(Items from a dataset)
==============================

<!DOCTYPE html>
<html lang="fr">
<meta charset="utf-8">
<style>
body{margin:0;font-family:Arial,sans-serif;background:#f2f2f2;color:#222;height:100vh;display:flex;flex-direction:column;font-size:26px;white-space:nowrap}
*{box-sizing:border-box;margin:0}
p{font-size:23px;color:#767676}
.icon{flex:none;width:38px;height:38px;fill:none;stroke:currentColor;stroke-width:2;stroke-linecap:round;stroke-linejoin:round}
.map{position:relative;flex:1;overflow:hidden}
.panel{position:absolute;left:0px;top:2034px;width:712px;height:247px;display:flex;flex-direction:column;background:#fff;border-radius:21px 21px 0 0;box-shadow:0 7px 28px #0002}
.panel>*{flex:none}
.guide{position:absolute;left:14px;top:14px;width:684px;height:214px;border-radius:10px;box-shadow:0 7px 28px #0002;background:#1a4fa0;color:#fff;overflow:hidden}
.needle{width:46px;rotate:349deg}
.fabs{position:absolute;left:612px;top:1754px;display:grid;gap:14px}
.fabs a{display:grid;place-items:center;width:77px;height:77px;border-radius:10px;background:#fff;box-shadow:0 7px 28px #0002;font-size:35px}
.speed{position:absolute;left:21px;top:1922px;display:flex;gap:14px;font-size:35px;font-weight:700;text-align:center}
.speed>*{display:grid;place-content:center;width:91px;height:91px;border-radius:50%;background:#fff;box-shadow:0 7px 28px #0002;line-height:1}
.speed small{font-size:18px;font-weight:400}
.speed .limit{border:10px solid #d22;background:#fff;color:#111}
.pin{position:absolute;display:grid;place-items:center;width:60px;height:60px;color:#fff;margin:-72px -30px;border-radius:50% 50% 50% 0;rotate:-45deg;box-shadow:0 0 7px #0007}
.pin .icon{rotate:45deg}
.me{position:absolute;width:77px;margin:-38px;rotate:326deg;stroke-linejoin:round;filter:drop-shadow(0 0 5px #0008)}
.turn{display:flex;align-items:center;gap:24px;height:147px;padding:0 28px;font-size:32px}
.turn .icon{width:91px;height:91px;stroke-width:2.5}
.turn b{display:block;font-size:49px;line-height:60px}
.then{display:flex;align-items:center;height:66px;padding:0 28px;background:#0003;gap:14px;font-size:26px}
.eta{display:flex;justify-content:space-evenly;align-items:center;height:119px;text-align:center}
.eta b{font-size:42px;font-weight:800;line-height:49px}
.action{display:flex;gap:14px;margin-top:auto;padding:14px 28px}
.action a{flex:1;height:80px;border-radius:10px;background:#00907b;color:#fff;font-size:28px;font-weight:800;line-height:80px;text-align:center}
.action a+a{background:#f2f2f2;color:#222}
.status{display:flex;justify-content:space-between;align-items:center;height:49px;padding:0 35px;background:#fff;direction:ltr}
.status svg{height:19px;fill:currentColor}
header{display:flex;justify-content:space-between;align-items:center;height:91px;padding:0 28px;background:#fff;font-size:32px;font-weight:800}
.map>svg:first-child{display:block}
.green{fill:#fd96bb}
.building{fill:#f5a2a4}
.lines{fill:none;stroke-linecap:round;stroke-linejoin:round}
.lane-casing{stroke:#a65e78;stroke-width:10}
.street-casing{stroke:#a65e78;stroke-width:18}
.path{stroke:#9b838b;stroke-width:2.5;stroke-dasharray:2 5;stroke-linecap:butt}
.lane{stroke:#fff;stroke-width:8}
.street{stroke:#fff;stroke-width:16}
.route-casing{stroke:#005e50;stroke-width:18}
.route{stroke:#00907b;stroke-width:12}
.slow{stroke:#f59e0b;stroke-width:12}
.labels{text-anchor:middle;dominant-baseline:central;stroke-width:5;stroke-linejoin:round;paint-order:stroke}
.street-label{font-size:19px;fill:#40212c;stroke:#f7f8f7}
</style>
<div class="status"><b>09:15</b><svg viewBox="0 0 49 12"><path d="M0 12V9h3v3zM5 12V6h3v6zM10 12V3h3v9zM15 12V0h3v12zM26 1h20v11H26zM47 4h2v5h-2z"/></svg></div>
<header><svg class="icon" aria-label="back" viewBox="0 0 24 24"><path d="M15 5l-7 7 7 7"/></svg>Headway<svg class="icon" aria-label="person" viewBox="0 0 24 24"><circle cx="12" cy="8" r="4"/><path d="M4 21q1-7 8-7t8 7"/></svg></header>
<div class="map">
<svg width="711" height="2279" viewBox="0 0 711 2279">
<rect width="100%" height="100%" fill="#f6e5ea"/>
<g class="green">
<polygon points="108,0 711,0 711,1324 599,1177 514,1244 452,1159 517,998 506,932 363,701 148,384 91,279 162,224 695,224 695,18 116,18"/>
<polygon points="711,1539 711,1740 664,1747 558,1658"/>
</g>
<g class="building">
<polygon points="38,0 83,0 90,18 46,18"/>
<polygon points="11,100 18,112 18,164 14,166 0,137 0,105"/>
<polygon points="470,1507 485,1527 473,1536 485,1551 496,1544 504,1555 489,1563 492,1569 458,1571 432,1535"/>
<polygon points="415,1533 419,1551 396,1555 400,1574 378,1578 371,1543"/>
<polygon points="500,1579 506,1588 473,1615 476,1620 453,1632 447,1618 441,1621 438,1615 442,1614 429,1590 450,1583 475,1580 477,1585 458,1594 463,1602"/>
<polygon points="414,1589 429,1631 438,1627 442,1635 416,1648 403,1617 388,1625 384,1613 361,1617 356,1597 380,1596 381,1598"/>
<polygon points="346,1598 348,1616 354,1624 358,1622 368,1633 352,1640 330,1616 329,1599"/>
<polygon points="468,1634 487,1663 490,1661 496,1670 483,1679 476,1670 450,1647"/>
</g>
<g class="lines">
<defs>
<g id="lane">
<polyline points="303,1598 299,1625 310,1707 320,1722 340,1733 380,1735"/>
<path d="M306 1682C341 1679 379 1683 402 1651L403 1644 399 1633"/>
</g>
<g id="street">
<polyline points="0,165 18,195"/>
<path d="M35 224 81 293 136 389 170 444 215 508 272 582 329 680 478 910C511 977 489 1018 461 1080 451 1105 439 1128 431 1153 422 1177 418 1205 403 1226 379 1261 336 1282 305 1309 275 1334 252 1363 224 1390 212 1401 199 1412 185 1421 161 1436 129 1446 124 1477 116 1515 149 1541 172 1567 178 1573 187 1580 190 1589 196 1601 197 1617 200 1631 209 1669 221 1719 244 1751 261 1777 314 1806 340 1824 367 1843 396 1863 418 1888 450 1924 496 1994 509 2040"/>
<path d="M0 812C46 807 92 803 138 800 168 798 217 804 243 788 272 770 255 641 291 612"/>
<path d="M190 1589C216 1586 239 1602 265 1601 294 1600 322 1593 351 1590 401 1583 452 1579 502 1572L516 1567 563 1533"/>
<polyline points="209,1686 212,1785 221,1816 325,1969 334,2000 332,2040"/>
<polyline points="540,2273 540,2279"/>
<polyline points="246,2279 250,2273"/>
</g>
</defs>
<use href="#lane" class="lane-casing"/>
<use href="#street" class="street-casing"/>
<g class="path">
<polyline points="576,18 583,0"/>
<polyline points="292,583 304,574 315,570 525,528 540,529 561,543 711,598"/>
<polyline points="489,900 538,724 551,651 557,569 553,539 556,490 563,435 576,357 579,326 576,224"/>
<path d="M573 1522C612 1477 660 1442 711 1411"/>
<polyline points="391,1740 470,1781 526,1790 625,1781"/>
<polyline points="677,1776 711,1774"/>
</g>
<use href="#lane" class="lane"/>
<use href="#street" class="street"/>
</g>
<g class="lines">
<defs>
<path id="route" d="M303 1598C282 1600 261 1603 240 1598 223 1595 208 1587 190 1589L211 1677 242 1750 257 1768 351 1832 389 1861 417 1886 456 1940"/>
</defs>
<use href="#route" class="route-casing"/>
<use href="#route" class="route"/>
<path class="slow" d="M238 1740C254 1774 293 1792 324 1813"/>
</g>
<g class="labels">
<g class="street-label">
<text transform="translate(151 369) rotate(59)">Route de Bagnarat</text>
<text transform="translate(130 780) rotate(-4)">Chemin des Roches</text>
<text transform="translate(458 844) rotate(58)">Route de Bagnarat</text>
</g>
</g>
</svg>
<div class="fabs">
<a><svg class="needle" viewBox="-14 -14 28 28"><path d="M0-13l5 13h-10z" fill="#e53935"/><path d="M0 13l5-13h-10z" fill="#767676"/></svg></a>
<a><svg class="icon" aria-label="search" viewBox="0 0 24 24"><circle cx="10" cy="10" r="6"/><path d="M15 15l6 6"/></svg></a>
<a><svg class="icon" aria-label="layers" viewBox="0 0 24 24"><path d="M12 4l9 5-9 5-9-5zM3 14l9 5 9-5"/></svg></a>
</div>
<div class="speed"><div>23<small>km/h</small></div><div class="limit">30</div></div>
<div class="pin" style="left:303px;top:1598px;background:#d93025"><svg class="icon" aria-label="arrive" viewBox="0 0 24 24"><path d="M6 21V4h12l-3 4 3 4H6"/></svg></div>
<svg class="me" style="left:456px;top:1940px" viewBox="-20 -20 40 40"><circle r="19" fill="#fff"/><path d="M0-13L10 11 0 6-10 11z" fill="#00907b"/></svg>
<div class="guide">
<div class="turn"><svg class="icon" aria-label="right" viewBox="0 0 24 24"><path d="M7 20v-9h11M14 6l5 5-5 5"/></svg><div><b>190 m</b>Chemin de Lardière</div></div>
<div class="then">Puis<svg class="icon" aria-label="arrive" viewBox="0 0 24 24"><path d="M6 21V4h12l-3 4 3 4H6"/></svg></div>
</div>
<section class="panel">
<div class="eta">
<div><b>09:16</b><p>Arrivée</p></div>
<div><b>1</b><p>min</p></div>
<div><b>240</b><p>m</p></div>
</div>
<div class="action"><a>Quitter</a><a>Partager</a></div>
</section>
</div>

==============================

Which lines in the records above contain the string "overflow"? Copy each one.

.map{position:relative;flex:1;overflow:hidden}
.guide{position:absolute;left:14px;top:14px;width:684px;height:214px;border-radius:10px;box-shadow:0 7px 28px #0002;background:#1a4fa0;color:#fff;overflow:hidden}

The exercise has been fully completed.